Notes to the Financial Statements
(Unaudited)
1. Organization
Mondo Acquisition II, Inc. was incorporated in the State of Delaware on October 30, 2006 and changed the name to Green Planet Bioengineering Co., Ltd. (“Company”) on October 2, 2008. In October 2008, the Company acquired Elevated Throne Overseas Ltd, incorporated in British Virgin Islands, and its subsidiaries which was subsequently divested to One Bio, Corp (“ONE”) on April 14, 2010.
In March 2012, the Company became a subsidiary of Global Fund Holdings Corp. an Ontario, Canada corporation.

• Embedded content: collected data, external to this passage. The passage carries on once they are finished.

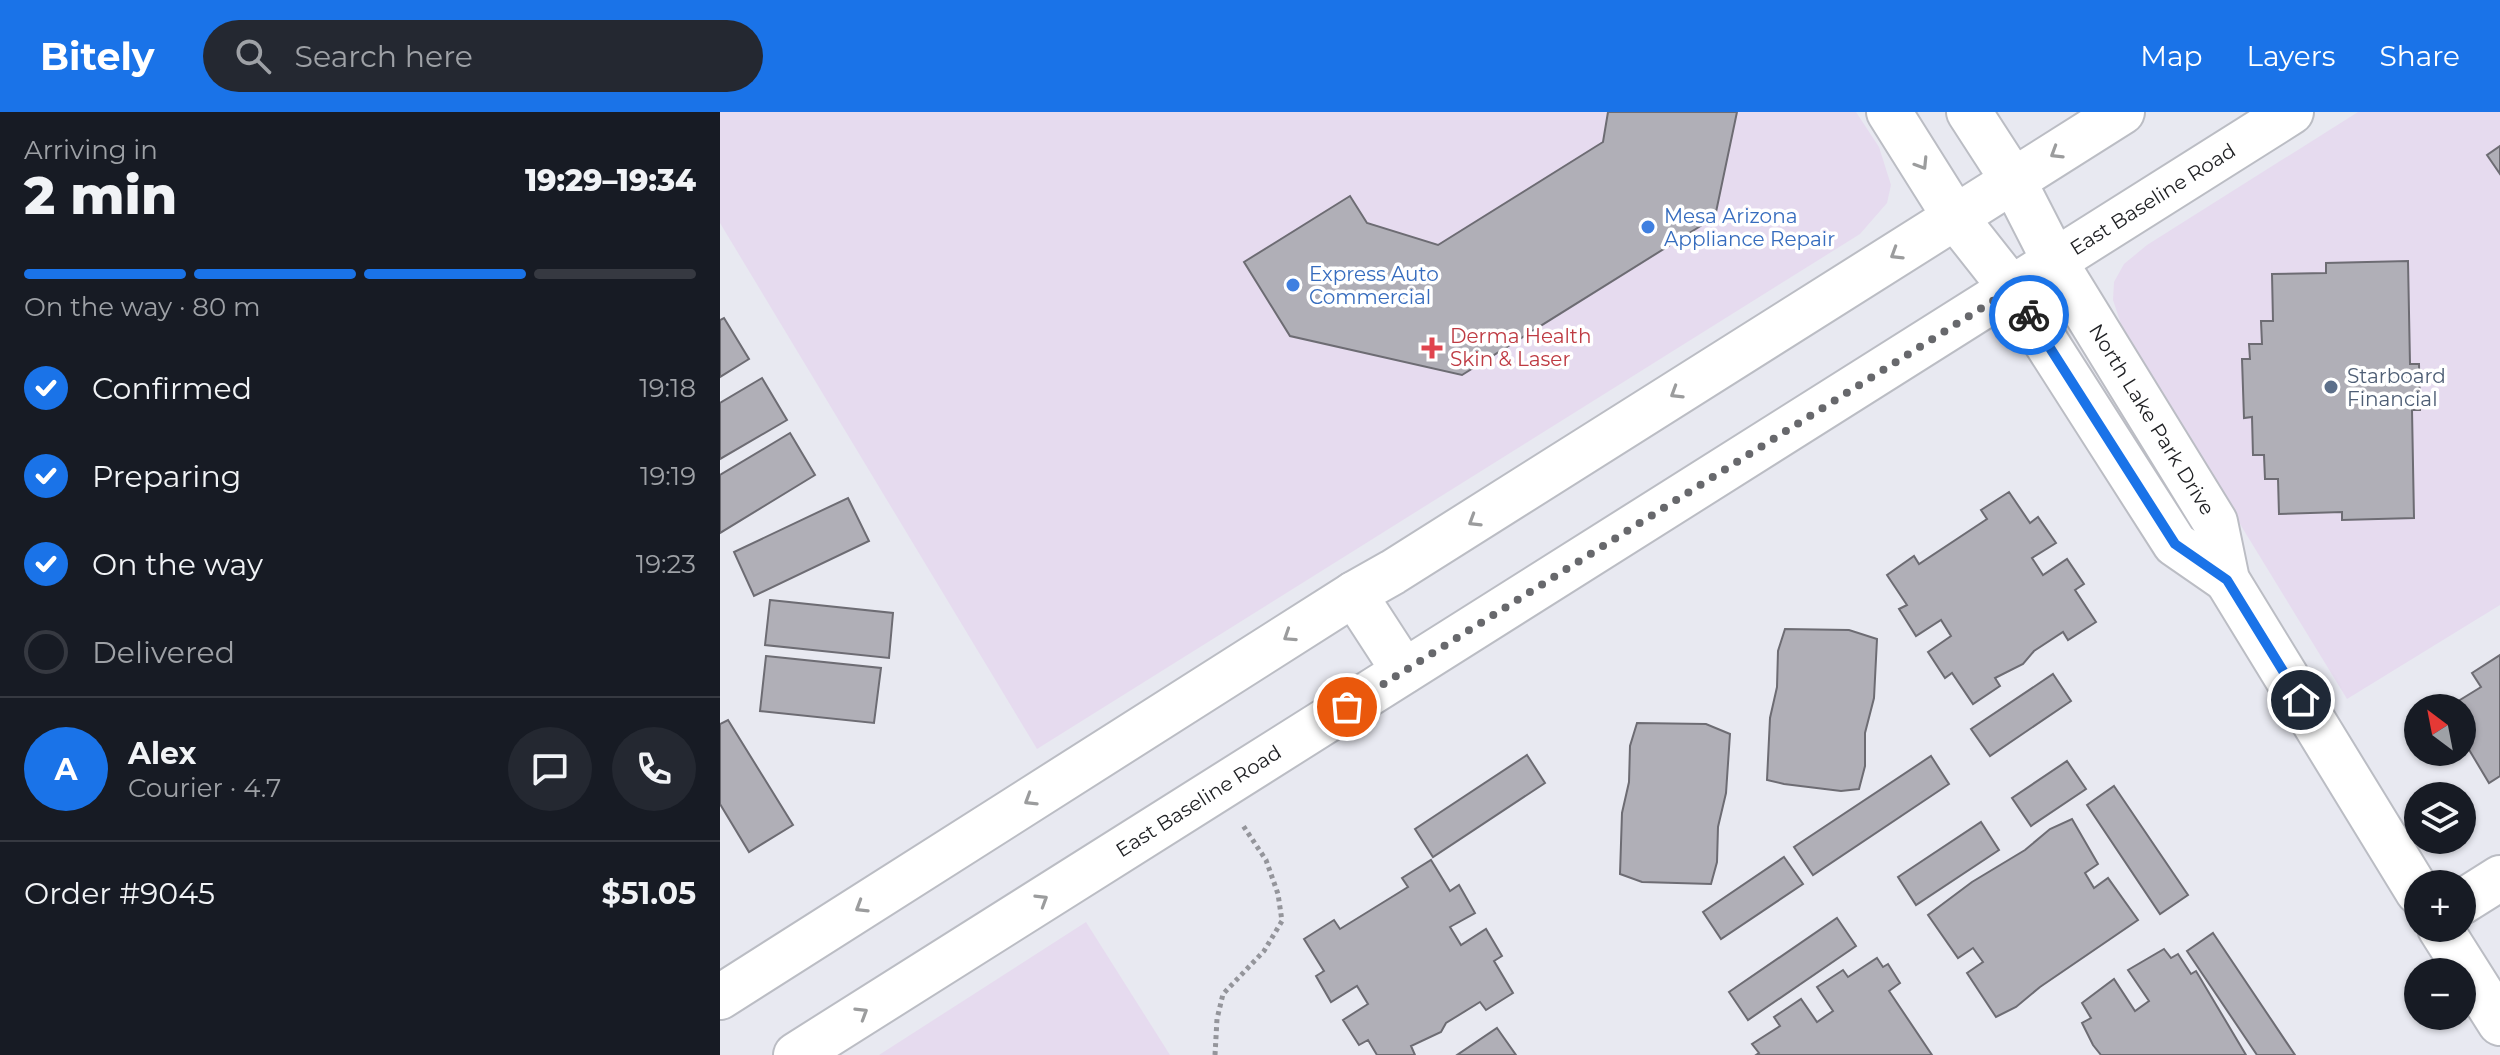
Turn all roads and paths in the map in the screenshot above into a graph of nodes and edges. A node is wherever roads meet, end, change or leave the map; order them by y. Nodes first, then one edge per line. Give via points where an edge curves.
1 (1889, 112) edge
2 (1969, 112) edge
3 (2122, 112) edge
4 (2291, 112) edge
5 (2013, 180) junction
6 (1955, 217) junction
7 (2055, 262) junction
8 (2012, 289) junction
9 (2227, 580) junction
10 (1354, 594) junction
11 (1404, 671) junction
12 (1219, 788) junction
13 (2405, 870) edge
14 (2500, 878) edge
15 (2476, 893) edge
16 (2449, 942) edge
17 (720, 997) edge
18 (2500, 1023) edge
19 (796, 1055) edge
20 (1215, 1055) edge

1 -> 6 main road, North Lake Park Drive
2 - 5 main road, North Lake Park Drive
3 -> 5 main road
4 - 7 main road, East Baseline Road
5 - 6 main road
5 - 7 main road, North Lake Park Drive
6 - 8 main road, North Lake Park Drive
6 -> 10 main road
7 - 8 main road, East Baseline Road
7 - 9 main road, North Lake Park Drive via 2215,522
8 - 9 main road, North Lake Park Drive via 2175,544
8 - 11 main road, East Baseline Road
9 - 13 main road, North Lake Park Drive
10 - 11 main road
10 -> 17 main road
11 - 12 main road, East Baseline Road
19 -> 12 main road, East Baseline Road
12 - 20 path via 1266,860 1282,921 1264,951 1223,994
14 - 15 main road
16 - 18 main road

2. Summary of significant accounting policies
Basis of Presentation
The accompanying unaudited financial statements and related notes have been prepared in accordance with accounting principles generally accepted in the United States (“U.S. GAAP”) for interim financial statements and with the rules and regulations under Regulation S-X of the Securities and Exchange Commission for Form 10-Q. Accordingly, they do not include all of the information and footnotes required by U.S. GAAP for complete financial statements presentation. In the opinion of management, all adjustments (consisting normal recurring accruals) considered necessary to present fairly the financial position, results of operations and cash flows for interim financial statements have been included. These financial statements should be read in conjunction with the financial statements of the Company together with the Company’s management discussion and analysis in Item 2 of this Report and in the Company’s Form 10-K for the year ended December 31, 2012. Interim results are not necessarily indicative of the results for a full year.
Use of estimates
In preparing the financial statements in conformity with U.S. GAAP, management makes estimates and assumptions that affect the reported amounts of assets and liabilities and disclosures of contingent assets and liabilities at the date of the financial statements and the reported amounts of revenues and expenses for the periods reported. Actual results could differ from those estimates.
Cash and cash equivalents
Cash and cash equivalents include all cash, deposits in banks and other highly liquid investments with initial maturities of three months or less to be cash equivalents.
Earnings per share
Earnings (loss) per common share is reported in accordance with ASC Topic 260 “Earnings per Share” which requires dual presentation of basic earnings per share (“EPS”) and diluted EPS on the face of all statements of earnings for all entities with complex capital structures. Diluted EPS reflects the potential dilution that could occur from common shares issuable through the exercise or conversion of stock options, restricted stock awards, warrants and convertible securities. In certain circumstances, the conversion of these options, warrants and convertible securities are excluded from diluted EPS if the effect of such inclusion would be anti-dilutive. At September 30, 2013 the Company excluded 152,599 outstanding warrants that were anti-dilutive.
Income Taxes
The Company accounts for income taxes in accordance with FASB ASC Topic 740 “Income Taxes” under which deferred tax assets and liabilities are determined based on temporary differences between accounting and tax bases of assets and liabilities and net operating loss and credit carry forwards, using enacted tax rates in effect for the year in which the differences are expected to reverse. Valuation allowances are established when necessary to reduce deferred tax assets to the amounts expected to be realized. A provision for income tax expense is recognized for income taxes payable for the current period, plus the net changes in deferred tax amounts.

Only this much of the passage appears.